PolyMet attorney Jay Johnson concurred, taking a more accusatory tack.
“I’ll start with the bottom line: PolyMet does not intend to mine more than its permit allows,” Johnson said, arguing the environmental advocates had “taken two pages out of a 240-page technical report as evidence that there is some secret plan.”
That the company had done research on the existence of more minerals at and around the site than it was permitted to extract, he said, didn’t indicate an actual intent to extract those minerals.
“Everyone has always known that there is more ore under the ground at the NorthMet site…. That doesn’t mean that there’s an actual plan to extract those minerals.”
Judge Renee Worke presided over the arguments, flanked by Judges Keala Ede and Louise Bjorkman. The trio peppered Eidsness with questions about what standards he felt regulators hadn’t lived up to.
“We’re not arguing here that there is always a hard-and-fast duty to investigate this intent,” Eidsness said of the miner’s suspected planned expansions. “But here, there is a need for PCA to ask questions driving at this issue.”
“Until questions have been asked, you can’t be sure that the applicant has been truthful,” he continued.
Schilling faced queries about PolyMet’s trustworthiness and its relationship with the Pollution Control Agency in light of the revocation of its other permits, particularly those under the Clean Water Act. She argued that those were completely out of the scope of the air emissions case.
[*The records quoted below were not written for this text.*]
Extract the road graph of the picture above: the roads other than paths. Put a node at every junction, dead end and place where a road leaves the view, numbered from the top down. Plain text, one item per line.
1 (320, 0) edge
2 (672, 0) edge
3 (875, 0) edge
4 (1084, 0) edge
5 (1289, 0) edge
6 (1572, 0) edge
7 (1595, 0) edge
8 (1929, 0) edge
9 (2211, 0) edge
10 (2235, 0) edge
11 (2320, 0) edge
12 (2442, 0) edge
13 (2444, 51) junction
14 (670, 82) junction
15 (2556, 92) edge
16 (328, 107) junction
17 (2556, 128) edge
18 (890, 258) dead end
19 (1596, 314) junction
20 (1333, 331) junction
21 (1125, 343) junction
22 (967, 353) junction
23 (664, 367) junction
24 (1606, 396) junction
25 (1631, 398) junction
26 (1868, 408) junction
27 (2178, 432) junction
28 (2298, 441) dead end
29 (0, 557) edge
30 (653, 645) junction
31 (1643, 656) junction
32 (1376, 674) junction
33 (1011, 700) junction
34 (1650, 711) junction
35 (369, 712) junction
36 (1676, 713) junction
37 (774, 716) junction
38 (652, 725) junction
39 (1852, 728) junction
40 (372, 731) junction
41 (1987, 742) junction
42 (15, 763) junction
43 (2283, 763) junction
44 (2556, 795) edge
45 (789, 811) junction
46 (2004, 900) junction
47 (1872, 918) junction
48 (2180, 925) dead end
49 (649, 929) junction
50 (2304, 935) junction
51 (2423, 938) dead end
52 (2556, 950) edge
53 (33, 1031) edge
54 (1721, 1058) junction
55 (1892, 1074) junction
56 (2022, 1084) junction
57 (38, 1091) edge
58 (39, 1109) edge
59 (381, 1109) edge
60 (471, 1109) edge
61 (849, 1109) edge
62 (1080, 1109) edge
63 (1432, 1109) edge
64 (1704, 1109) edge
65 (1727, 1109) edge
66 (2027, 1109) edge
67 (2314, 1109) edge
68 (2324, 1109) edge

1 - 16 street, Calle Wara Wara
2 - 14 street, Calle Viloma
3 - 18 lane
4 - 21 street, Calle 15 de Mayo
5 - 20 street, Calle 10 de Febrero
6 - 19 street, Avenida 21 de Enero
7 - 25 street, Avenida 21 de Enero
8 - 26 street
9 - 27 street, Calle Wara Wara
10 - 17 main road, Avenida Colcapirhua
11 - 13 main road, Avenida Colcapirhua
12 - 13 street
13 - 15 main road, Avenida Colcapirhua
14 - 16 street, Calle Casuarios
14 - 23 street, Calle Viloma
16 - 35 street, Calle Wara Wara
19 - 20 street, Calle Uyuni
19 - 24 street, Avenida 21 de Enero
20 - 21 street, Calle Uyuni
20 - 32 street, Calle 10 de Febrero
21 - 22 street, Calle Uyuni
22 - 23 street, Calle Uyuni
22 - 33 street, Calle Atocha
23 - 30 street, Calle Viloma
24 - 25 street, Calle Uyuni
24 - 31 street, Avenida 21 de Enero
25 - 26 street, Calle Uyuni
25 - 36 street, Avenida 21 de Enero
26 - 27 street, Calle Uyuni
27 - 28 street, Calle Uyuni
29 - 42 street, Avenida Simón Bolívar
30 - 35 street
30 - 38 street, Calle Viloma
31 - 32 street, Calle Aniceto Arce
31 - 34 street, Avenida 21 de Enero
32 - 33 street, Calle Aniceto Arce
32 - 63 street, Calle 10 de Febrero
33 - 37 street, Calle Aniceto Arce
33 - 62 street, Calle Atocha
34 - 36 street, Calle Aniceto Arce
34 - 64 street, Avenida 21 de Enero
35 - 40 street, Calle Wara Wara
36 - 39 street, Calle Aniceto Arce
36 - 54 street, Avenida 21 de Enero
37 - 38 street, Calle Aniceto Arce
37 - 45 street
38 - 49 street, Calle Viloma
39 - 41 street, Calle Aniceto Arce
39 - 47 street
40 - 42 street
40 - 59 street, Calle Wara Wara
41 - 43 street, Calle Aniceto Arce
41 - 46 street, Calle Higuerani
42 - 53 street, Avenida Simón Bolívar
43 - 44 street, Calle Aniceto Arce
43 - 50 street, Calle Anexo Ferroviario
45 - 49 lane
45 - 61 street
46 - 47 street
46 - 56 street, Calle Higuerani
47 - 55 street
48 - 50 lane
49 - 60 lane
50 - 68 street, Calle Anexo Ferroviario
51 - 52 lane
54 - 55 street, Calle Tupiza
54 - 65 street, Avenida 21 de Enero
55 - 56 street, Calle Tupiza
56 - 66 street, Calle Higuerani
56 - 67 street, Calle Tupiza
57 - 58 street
“The water case may involve PolyMet, and it may involve a decision from PCA with respect to a permit, but the similarities end there,” Schilling said. “This is a different case, with a different record, under state permitting rules.”
The air emissions permit case came before the Minnesota Supreme Court earlier this year thanks to a dispute over whether PolyMet, which now plans to operate the mine as part of a joint venture with nearby miner Teck Resources Limited dubbed NewRange Copper Nickel, had been properly served despite the Minnesota Center for Environmental Advocacy’s failure to deliver its petition to the company’s attorneys.
The high court decided that issue in favor of the environmentalists, finding service upon the company itself was sufficient to meet statutory requirements, and sent it back to the Court of Appeals for further evaluation of the groups’ central arguments against the permit.
PolyMet first announced plans to construct its planned mine in 2005. Its permit is back in the hands of the state regulators following a decision by the Minnesota Supreme Court requiring changes, and it is appealing the revocation of its Clean Water Act permits.